THE RECORDS:
★ ★ ★ ★ ★

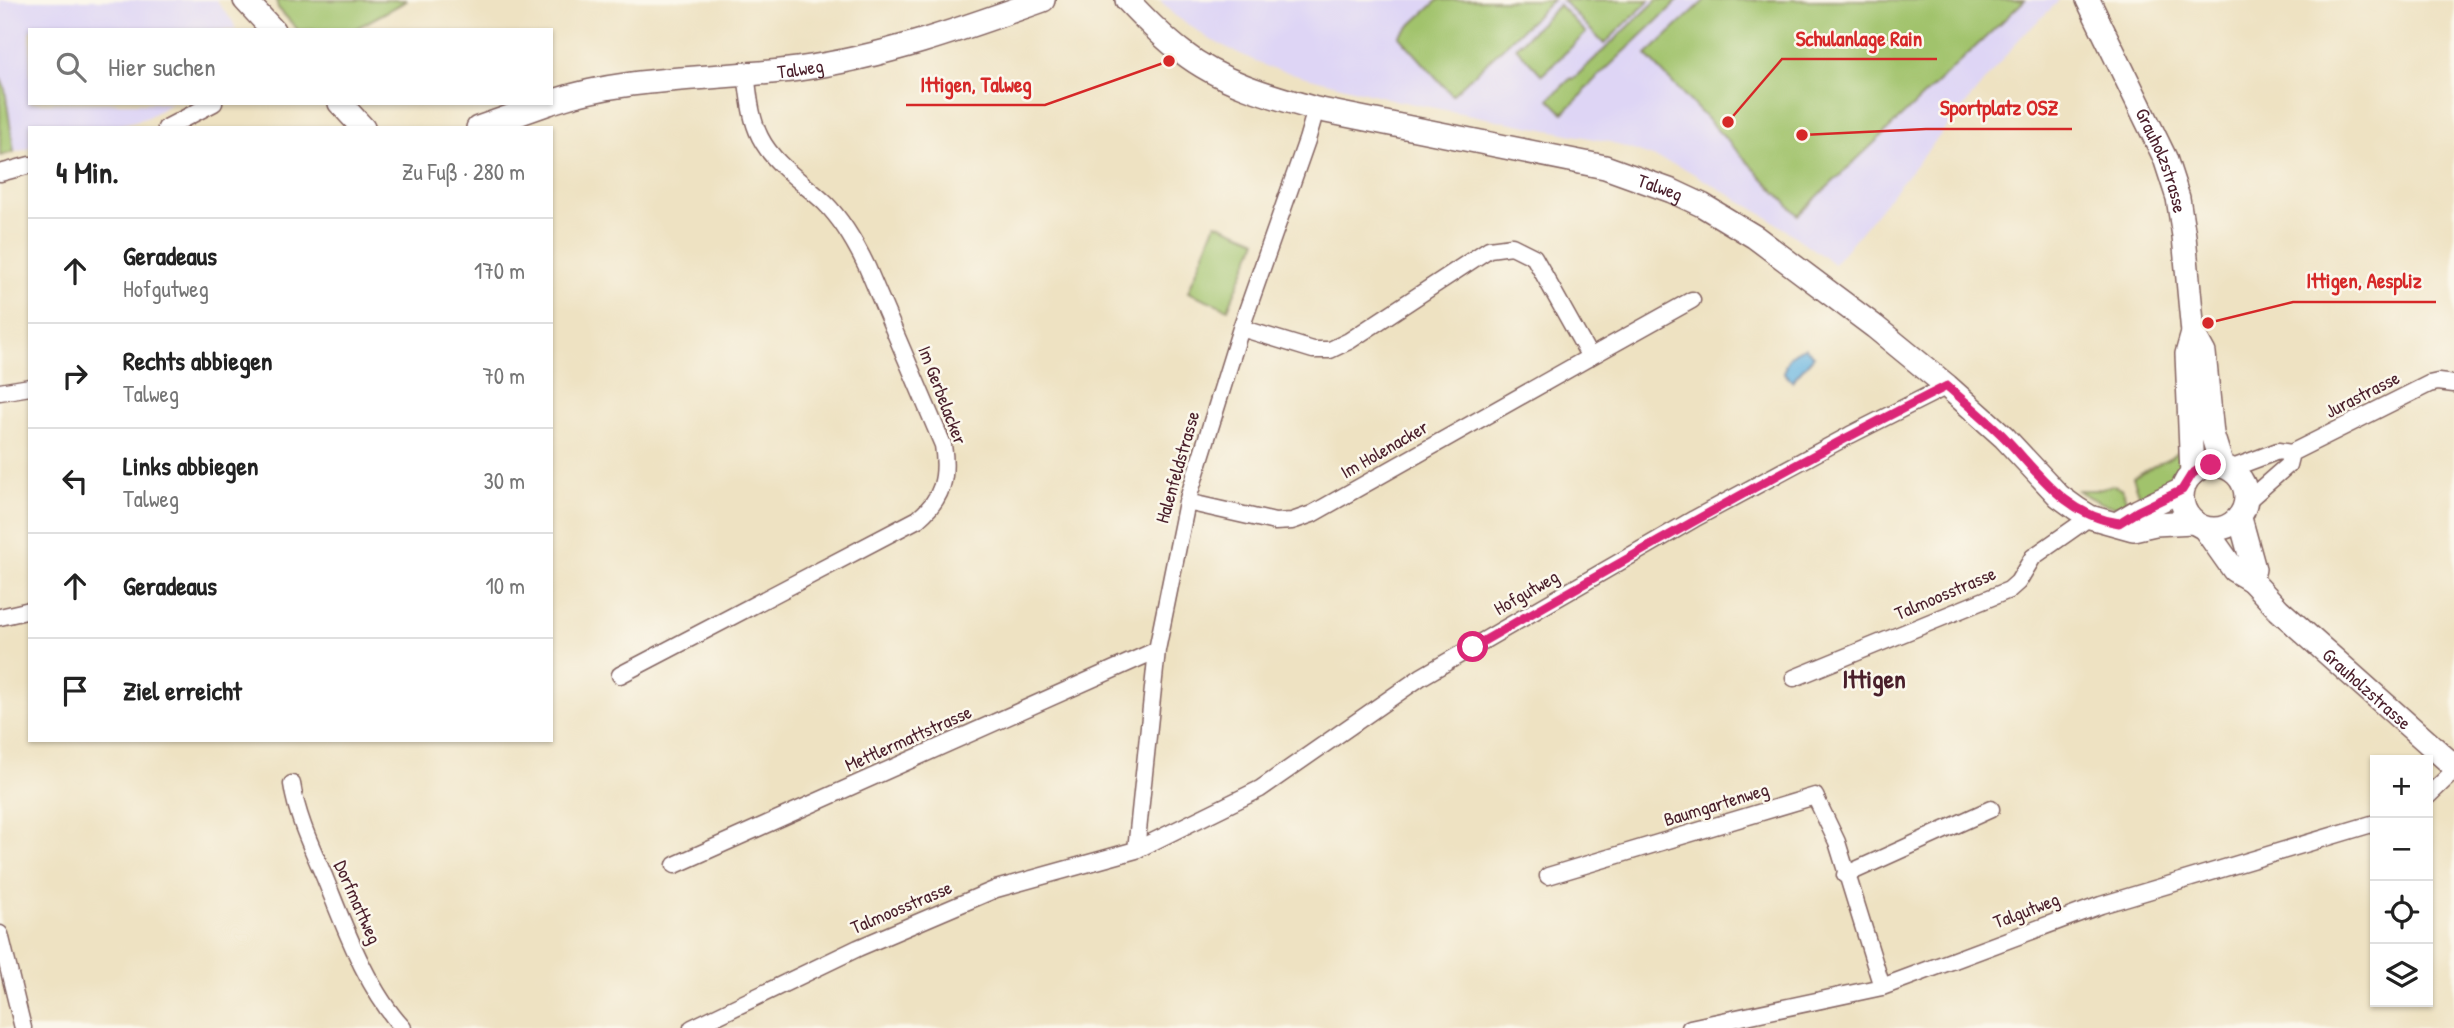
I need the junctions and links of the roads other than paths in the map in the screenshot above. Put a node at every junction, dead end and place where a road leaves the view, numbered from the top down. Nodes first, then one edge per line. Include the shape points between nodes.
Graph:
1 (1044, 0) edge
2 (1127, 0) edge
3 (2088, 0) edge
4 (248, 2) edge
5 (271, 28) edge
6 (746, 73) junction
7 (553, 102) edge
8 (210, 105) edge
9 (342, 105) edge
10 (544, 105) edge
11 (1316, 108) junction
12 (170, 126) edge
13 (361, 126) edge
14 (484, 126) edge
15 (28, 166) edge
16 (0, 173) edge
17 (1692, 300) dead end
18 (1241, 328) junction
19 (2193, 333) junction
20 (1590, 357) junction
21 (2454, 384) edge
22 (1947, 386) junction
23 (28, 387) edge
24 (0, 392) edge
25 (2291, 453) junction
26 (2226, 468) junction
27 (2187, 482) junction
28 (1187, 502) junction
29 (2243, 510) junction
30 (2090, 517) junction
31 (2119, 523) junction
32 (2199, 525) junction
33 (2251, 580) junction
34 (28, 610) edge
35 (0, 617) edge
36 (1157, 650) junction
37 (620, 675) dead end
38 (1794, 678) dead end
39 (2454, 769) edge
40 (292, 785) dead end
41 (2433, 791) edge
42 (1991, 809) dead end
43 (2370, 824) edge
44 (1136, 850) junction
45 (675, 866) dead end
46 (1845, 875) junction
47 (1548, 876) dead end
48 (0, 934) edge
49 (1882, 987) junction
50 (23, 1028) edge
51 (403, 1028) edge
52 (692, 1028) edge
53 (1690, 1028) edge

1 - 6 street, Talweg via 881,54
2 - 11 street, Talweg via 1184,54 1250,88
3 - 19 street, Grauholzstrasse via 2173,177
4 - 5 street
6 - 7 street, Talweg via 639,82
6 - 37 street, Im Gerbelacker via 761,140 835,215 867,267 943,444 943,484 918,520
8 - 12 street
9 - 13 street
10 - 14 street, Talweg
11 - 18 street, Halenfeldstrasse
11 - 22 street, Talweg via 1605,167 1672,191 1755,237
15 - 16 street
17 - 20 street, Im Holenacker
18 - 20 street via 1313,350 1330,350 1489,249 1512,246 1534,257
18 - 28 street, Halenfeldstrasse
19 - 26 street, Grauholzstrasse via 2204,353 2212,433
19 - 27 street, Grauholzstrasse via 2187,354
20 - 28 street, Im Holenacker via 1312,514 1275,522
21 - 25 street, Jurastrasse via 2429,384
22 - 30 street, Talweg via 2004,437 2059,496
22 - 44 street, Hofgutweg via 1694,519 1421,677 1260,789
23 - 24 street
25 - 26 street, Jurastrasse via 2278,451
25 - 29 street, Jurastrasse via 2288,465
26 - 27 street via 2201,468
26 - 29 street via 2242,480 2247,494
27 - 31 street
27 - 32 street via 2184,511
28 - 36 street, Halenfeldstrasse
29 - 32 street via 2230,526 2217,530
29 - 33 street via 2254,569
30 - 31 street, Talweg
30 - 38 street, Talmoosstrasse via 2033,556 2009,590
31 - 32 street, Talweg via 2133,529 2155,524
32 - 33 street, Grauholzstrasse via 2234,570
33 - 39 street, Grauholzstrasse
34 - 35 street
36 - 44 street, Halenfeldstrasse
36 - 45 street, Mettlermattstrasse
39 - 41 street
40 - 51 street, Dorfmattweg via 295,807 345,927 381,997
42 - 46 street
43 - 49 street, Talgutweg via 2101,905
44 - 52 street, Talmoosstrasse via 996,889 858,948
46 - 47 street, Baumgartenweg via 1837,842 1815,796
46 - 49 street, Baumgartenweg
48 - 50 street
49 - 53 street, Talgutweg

★ ★ ★ ★ ★

TASK TO CARRY OUT:
Give the entries above again, exactly as written and free of images.

ANSWER:
I need the junctions and links of the roads other than paths in the map in the screenshot above. Put a node at every junction, dead end and place where a road leaves the view, numbered from the top down. Nodes first, then one edge per line. Include the shape points between nodes.
Graph:
1 (1044, 0) edge
2 (1127, 0) edge
3 (2088, 0) edge
4 (248, 2) edge
5 (271, 28) edge
6 (746, 73) junction
7 (553, 102) edge
8 (210, 105) edge
9 (342, 105) edge
10 (544, 105) edge
11 (1316, 108) junction
12 (170, 126) edge
13 (361, 126) edge
14 (484, 126) edge
15 (28, 166) edge
16 (0, 173) edge
17 (1692, 300) dead end
18 (1241, 328) junction
19 (2193, 333) junction
20 (1590, 357) junction
21 (2454, 384) edge
22 (1947, 386) junction
23 (28, 387) edge
24 (0, 392) edge
25 (2291, 453) junction
26 (2226, 468) junction
27 (2187, 482) junction
28 (1187, 502) junction
29 (2243, 510) junction
30 (2090, 517) junction
31 (2119, 523) junction
32 (2199, 525) junction
33 (2251, 580) junction
34 (28, 610) edge
35 (0, 617) edge
36 (1157, 650) junction
37 (620, 675) dead end
38 (1794, 678) dead end
39 (2454, 769) edge
40 (292, 785) dead end
41 (2433, 791) edge
42 (1991, 809) dead end
43 (2370, 824) edge
44 (1136, 850) junction
45 (675, 866) dead end
46 (1845, 875) junction
47 (1548, 876) dead end
48 (0, 934) edge
49 (1882, 987) junction
50 (23, 1028) edge
51 (403, 1028) edge
52 (692, 1028) edge
53 (1690, 1028) edge

1 - 6 street, Talweg via 881,54
2 - 11 street, Talweg via 1184,54 1250,88
3 - 19 street, Grauholzstrasse via 2173,177
4 - 5 street
6 - 7 street, Talweg via 639,82
6 - 37 street, Im Gerbelacker via 761,140 835,215 867,267 943,444 943,484 918,520
8 - 12 street
9 - 13 street
10 - 14 street, Talweg
11 - 18 street, Halenfeldstrasse
11 - 22 street, Talweg via 1605,167 1672,191 1755,237
15 - 16 street
17 - 20 street, Im Holenacker
18 - 20 street via 1313,350 1330,350 1489,249 1512,246 1534,257
18 - 28 street, Halenfeldstrasse
19 - 26 street, Grauholzstrasse via 2204,353 2212,433
19 - 27 street, Grauholzstrasse via 2187,354
20 - 28 street, Im Holenacker via 1312,514 1275,522
21 - 25 street, Jurastrasse via 2429,384
22 - 30 street, Talweg via 2004,437 2059,496
22 - 44 street, Hofgutweg via 1694,519 1421,677 1260,789
23 - 24 street
25 - 26 street, Jurastrasse via 2278,451
25 - 29 street, Jurastrasse via 2288,465
26 - 27 street via 2201,468
26 - 29 street via 2242,480 2247,494
27 - 31 street
27 - 32 street via 2184,511
28 - 36 street, Halenfeldstrasse
29 - 32 street via 2230,526 2217,530
29 - 33 street via 2254,569
30 - 31 street, Talweg
30 - 38 street, Talmoosstrasse via 2033,556 2009,590
31 - 32 street, Talweg via 2133,529 2155,524
32 - 33 street, Grauholzstrasse via 2234,570
33 - 39 street, Grauholzstrasse
34 - 35 street
36 - 44 street, Halenfeldstrasse
36 - 45 street, Mettlermattstrasse
39 - 41 street
40 - 51 street, Dorfmattweg via 295,807 345,927 381,997
42 - 46 street
43 - 49 street, Talgutweg via 2101,905
44 - 52 street, Talmoosstrasse via 996,889 858,948
46 - 47 street, Baumgartenweg via 1837,842 1815,796
46 - 49 street, Baumgartenweg
48 - 50 street
49 - 53 street, Talgutweg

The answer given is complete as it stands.